--- Body or hand keypoint data ---
■ ■ ■ ■ ■
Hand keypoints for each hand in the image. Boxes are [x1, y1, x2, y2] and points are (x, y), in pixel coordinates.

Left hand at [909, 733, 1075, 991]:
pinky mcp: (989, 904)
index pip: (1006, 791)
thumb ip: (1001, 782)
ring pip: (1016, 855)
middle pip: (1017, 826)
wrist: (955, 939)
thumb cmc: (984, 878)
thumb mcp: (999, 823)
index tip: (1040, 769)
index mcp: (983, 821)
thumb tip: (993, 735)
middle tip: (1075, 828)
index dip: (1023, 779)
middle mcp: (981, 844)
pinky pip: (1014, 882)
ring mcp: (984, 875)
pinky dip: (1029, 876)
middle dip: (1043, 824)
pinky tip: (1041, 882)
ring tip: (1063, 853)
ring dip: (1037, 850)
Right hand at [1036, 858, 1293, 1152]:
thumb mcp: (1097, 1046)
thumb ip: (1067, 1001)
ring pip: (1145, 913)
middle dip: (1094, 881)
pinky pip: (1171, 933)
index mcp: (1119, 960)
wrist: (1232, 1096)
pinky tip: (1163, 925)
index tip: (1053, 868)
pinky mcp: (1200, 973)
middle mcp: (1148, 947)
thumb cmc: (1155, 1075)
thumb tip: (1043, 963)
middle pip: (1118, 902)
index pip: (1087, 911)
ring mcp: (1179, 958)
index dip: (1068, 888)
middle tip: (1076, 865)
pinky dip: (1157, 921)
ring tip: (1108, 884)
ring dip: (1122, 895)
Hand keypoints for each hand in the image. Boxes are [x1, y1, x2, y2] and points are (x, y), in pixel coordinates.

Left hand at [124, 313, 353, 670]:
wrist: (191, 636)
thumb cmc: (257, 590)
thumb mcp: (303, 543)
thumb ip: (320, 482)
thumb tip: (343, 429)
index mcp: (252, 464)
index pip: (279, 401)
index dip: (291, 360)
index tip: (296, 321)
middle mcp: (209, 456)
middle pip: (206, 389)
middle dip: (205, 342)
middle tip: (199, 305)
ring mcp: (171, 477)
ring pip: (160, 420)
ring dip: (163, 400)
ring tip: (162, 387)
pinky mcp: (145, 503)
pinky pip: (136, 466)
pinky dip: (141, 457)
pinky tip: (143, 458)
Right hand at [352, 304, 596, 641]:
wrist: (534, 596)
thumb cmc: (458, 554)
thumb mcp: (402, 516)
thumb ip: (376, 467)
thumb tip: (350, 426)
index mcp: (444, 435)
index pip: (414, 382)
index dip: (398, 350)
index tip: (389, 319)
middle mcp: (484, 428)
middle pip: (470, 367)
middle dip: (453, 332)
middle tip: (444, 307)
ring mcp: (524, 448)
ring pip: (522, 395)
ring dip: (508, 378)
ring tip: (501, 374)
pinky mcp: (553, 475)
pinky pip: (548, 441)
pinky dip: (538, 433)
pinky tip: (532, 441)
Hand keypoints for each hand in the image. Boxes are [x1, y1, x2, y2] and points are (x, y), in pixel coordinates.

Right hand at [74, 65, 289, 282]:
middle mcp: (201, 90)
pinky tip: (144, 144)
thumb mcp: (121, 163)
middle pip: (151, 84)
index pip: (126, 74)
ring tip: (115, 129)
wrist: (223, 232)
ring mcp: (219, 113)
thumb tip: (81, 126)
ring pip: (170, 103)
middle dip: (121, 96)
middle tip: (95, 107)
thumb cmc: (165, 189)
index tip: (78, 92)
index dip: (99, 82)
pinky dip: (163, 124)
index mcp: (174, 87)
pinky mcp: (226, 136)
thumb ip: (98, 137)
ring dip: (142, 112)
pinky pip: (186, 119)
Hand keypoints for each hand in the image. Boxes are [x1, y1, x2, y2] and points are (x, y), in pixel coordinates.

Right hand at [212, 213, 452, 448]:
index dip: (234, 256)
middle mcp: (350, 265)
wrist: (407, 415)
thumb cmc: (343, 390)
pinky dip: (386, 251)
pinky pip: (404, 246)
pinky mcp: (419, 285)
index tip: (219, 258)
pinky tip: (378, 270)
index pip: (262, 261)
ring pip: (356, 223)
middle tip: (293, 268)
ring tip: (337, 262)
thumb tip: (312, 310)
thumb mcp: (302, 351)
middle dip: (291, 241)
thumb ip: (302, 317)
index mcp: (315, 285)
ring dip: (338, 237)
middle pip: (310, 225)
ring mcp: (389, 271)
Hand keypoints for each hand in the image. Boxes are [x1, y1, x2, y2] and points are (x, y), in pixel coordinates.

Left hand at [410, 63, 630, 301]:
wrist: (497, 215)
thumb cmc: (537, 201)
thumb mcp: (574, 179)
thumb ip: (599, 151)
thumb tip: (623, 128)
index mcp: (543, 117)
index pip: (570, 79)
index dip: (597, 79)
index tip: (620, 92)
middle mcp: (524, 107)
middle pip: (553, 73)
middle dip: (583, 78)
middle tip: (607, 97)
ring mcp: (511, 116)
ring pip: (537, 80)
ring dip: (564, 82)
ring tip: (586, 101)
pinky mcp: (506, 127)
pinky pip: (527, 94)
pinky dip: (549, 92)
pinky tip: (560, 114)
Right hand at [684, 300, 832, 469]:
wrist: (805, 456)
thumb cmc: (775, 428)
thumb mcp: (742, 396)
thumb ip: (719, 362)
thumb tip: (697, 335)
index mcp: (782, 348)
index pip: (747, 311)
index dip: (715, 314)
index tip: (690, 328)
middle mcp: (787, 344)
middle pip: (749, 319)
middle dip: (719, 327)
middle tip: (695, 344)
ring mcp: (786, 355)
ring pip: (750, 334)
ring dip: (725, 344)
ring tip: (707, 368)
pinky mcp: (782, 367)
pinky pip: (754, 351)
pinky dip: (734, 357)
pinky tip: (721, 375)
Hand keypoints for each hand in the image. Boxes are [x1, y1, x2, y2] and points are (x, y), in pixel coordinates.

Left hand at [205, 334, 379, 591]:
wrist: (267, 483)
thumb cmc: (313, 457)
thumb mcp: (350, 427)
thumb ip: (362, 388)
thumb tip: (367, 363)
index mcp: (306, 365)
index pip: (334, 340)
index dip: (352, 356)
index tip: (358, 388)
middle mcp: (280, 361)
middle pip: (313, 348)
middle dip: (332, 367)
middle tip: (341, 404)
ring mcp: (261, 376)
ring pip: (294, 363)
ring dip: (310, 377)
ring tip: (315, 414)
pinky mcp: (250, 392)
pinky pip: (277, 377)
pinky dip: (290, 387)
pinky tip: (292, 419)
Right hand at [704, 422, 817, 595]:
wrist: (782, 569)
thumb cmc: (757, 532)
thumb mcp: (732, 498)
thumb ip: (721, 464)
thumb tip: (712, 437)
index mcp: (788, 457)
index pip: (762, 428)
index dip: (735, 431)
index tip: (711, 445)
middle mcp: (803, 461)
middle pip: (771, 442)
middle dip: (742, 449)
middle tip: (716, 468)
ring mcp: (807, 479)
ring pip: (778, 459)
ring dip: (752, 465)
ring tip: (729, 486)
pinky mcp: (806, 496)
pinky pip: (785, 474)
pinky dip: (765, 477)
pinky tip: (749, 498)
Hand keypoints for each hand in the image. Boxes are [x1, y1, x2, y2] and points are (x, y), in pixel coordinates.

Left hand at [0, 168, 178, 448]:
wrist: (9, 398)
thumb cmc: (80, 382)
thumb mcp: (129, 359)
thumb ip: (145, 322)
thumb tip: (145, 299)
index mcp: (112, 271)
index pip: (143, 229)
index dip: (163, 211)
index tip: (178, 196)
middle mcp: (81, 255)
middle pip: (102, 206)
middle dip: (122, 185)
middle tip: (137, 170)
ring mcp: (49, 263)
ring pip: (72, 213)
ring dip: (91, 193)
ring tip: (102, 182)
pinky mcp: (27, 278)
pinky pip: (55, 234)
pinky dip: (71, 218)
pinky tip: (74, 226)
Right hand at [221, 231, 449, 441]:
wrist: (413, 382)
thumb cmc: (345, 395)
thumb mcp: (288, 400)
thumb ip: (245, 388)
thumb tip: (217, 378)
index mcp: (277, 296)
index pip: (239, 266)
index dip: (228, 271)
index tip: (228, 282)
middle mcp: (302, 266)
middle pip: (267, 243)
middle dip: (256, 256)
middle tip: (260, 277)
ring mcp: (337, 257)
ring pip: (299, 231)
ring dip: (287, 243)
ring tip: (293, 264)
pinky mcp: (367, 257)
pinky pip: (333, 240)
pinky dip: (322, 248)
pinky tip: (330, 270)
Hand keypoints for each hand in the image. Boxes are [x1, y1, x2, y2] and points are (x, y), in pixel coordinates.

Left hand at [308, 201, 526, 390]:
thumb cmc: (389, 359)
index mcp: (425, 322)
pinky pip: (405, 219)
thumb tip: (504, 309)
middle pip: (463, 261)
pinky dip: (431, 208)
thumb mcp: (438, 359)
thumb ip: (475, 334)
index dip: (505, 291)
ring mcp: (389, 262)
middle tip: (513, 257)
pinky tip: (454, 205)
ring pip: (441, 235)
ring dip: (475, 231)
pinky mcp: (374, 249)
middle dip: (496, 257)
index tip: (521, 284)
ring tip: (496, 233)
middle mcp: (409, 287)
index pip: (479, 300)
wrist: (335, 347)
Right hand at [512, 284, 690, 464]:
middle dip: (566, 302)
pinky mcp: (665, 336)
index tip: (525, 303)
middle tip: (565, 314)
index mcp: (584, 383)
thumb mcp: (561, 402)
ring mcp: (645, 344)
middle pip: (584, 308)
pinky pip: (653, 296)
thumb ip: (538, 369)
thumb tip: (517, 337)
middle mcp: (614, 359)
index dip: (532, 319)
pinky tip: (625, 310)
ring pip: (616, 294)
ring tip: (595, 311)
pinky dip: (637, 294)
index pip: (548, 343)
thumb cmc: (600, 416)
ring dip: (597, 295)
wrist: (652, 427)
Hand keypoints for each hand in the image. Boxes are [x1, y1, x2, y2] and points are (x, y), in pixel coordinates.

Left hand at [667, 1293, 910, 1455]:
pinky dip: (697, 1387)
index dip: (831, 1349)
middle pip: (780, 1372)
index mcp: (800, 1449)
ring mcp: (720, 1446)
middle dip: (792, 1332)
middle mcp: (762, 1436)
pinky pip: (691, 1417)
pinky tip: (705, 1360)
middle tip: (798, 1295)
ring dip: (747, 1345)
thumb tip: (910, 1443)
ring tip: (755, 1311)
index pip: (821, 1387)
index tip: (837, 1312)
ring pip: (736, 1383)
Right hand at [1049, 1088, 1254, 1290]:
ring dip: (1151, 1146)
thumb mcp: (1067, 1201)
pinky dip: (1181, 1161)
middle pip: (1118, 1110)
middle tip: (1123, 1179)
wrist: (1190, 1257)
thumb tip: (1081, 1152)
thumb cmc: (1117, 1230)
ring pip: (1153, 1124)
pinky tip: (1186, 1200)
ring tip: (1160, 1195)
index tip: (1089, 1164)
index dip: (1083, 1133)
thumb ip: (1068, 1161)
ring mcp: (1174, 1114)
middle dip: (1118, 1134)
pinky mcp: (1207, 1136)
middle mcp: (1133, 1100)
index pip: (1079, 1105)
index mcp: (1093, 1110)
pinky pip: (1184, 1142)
■ ■ ■ ■ ■
--- WHAT IS NEEDED ---
From the records above, copy out the line with "wrist: (955, 939)", the line with "ring dip: (1122, 895)", and every line between them, word for word.

--- RESULT OF THE EXERCISE ---
wrist: (955, 939)
thumb cmc: (984, 878)
thumb mcp: (999, 823)
index tip: (1040, 769)
index mcp: (983, 821)
thumb tip: (993, 735)
middle tip: (1075, 828)
index dip: (1023, 779)
middle mcp: (981, 844)
pinky pip: (1014, 882)
ring mcp: (984, 875)
pinky dip: (1029, 876)
middle dip: (1043, 824)
pinky tip: (1041, 882)
ring tip: (1063, 853)
ring dip: (1037, 850)
Right hand at [1036, 858, 1293, 1152]:
thumb mcp: (1097, 1046)
thumb ip: (1067, 1001)
ring pip: (1145, 913)
middle dip: (1094, 881)
pinky pip: (1171, 933)
index mcp: (1119, 960)
wrist: (1232, 1096)
pinky tip: (1163, 925)
index tip: (1053, 868)
pinky mcp: (1200, 973)
middle mcp: (1148, 947)
thumb cmc: (1155, 1075)
thumb tip: (1043, 963)
middle pip: (1118, 902)
index pip: (1087, 911)
ring mcp: (1179, 958)
index dip: (1068, 888)
middle tip: (1076, 865)
pinky dip: (1157, 921)
ring tip: (1108, 884)
ring dip: (1122, 895)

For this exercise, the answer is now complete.